Bossetti ha aggiunto che talvolta «in intimità, quando i bambini erano a letto» lui e la moglie guardavano dei siti pornografici. Mai, però, quelli riguardanti ragazzine. «A me piace anche la cronaca nera», ha aggiunto e, per questo, faceva ricerche o leggeva i giornali.

Durante l’interrogatorio si parla anche di un foglio word trovato sul pc di casa: si tratterebbe, secondo quanto spiegato dal pm, di una proposta a un rapporto sessuale con Marita Comi, firmato «Massi». «Non sono io e non ne so nulla», «non so chi sia» ha risposto Bossetti,, anche se le indagini sono già risalite all’autore del biglietto, identificando l’uomo che lo avrebbe scritto.

«CASA E LAVORO»
Non faccio sport, leggo il giornale, “L’Eco di Bergamo”». E navigare in Internet? «Non sono capace, sono negato» ha detto, con Letizia Ruggeri che ha insistito: «Non le crede nessuno che non sia in grado di fare una ricerca su Google». In aula un brusio con l’avvocato Camporini che ha ribattuto ironico: «Noi sì», frase ripetuta anche da qualcuno in aula.

Il pm si è addentrata sulla questione delle navigazioni online: «Alle 9.55 del 29 maggio 2014 sul pc di casa sua è stata trovata una ricerca di link a ragazzine con espliciti riferimenti sessuali». Bossetti quella settimana era in ferie: «Ero in giro a fare preventivi, non ricordo dove fossi quella mattina, ma non sono stato io a fare ricerche di questo tipo». Anche il legale Camporini ribatte: «La cella lo identifica nella zona di casa, ma si tratta di un raggio di 30 km».
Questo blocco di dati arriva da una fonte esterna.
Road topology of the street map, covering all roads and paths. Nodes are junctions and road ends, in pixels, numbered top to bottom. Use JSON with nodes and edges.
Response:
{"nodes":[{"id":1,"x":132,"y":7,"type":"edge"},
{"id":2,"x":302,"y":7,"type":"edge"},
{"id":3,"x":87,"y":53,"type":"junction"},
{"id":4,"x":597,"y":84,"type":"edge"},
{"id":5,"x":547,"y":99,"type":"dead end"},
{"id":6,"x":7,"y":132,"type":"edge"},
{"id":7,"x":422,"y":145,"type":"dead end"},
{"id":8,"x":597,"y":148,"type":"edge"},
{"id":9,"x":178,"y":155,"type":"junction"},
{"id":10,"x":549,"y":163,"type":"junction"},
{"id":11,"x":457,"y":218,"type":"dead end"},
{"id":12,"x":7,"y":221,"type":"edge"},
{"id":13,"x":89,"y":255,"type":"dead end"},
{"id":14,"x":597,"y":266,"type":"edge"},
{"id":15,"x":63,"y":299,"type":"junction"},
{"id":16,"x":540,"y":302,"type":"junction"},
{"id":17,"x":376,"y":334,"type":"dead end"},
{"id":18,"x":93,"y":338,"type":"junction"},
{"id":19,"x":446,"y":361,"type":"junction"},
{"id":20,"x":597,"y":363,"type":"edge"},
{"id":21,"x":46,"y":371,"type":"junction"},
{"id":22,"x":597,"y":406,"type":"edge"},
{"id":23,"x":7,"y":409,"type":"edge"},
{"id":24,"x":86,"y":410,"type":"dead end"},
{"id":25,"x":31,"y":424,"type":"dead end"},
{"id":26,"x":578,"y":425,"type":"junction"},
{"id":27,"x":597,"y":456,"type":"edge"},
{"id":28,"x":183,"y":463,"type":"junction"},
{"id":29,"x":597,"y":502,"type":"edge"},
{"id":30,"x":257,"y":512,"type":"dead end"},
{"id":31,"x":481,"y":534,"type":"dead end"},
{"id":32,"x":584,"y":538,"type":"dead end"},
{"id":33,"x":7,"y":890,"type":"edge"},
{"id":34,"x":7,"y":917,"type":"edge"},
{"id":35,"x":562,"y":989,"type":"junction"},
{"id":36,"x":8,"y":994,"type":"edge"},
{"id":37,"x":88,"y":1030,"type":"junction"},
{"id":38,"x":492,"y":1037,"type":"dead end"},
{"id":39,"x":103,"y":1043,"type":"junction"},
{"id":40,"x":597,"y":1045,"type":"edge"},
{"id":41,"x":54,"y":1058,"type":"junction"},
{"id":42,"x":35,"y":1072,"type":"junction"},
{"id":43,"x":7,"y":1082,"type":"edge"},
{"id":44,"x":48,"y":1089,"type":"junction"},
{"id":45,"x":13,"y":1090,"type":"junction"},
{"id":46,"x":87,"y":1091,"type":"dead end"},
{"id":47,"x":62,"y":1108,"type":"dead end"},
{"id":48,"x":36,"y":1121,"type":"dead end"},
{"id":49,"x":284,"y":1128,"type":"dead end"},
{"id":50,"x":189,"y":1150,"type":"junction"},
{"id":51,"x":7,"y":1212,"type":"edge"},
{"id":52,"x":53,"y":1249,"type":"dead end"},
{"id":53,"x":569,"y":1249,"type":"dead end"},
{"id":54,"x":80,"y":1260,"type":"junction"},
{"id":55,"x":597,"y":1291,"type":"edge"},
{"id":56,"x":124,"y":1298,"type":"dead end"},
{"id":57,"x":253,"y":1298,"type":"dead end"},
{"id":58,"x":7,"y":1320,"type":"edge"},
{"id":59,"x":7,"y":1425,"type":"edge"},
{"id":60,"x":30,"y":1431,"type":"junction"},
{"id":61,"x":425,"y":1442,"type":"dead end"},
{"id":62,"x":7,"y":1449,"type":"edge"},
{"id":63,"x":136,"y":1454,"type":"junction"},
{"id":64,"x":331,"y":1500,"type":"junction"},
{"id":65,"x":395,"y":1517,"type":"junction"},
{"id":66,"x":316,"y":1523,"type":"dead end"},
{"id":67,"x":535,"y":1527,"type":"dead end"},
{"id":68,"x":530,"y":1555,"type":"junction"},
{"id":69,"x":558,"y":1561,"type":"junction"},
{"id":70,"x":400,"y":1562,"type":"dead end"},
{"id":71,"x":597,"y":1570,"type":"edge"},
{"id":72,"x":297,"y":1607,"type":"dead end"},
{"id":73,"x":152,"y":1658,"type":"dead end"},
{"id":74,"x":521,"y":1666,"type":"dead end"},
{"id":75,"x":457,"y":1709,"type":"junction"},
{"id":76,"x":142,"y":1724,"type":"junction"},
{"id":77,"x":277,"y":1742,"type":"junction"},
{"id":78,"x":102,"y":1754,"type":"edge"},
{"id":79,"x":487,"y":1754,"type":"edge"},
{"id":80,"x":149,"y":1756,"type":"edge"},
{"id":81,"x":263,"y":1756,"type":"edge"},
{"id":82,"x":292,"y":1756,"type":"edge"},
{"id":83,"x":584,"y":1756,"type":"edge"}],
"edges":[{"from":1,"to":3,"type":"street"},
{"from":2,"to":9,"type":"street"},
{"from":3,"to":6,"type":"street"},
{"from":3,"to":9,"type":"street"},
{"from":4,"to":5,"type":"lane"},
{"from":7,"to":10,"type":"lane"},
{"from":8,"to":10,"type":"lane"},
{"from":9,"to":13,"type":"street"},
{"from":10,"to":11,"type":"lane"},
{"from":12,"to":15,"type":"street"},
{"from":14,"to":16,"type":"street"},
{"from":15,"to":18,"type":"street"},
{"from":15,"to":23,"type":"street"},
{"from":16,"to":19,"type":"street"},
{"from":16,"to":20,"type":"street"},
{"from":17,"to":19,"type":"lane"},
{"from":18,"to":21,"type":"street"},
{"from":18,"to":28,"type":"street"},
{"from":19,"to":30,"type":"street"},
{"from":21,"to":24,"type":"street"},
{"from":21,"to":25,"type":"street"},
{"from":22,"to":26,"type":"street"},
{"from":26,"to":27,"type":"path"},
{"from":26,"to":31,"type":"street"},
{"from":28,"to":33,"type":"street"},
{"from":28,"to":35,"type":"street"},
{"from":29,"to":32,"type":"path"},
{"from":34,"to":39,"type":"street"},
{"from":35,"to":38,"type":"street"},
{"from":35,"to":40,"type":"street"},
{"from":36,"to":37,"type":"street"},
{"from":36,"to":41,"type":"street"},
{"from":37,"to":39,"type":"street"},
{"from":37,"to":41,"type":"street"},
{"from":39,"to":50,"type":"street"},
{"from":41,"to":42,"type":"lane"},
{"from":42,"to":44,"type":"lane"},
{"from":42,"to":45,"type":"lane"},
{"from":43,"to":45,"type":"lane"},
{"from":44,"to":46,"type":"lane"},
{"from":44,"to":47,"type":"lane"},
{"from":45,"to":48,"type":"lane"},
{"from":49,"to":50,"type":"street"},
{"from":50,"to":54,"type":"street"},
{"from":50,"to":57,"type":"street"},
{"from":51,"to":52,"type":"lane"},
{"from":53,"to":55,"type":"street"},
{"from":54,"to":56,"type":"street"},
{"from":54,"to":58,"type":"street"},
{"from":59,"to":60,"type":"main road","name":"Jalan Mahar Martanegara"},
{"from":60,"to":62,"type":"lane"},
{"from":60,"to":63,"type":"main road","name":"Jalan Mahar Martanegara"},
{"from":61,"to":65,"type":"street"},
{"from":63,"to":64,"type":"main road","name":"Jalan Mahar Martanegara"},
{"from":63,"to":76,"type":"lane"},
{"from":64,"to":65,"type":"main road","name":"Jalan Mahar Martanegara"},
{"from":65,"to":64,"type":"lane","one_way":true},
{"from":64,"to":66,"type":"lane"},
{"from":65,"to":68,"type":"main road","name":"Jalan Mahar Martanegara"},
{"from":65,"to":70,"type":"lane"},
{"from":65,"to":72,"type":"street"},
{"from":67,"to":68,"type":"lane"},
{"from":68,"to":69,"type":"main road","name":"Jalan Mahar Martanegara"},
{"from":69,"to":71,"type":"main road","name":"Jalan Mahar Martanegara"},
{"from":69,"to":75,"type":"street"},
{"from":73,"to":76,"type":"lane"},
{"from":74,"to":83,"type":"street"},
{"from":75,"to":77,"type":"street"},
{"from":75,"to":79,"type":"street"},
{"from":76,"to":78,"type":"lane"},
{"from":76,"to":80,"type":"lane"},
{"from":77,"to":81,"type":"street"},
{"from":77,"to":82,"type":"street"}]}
«STUPITO CHE NON MI AVESSERO FATTO IL TEST DEL DNA»
Si torna sempre sulla questione del dna: «I carabinieri - ha proseguito il carpentiere - non mi hanno mai chiamato di effettuare il test del dna e mi sono stupito: io passavo tutti i giorni davanti alla palestra di Brembate». E aggiunge: «È una cosa troppo anomala». Il pm commenta: «Signor Bossetti, la sua utenza ha agganciato la cella compatibile alla zona del centro sportivo alle 17.45. Le indagini si sono concentrate sui numeri individuati dopo le 18, parliamo di oltre 120 mila movimenti telefonici». «Ma forse voi eravate concentrati su un furgone bianco» non si fa trovare impreparato Bossetti. E il pm: «Sta di fatto che il dna è suo e non di altri».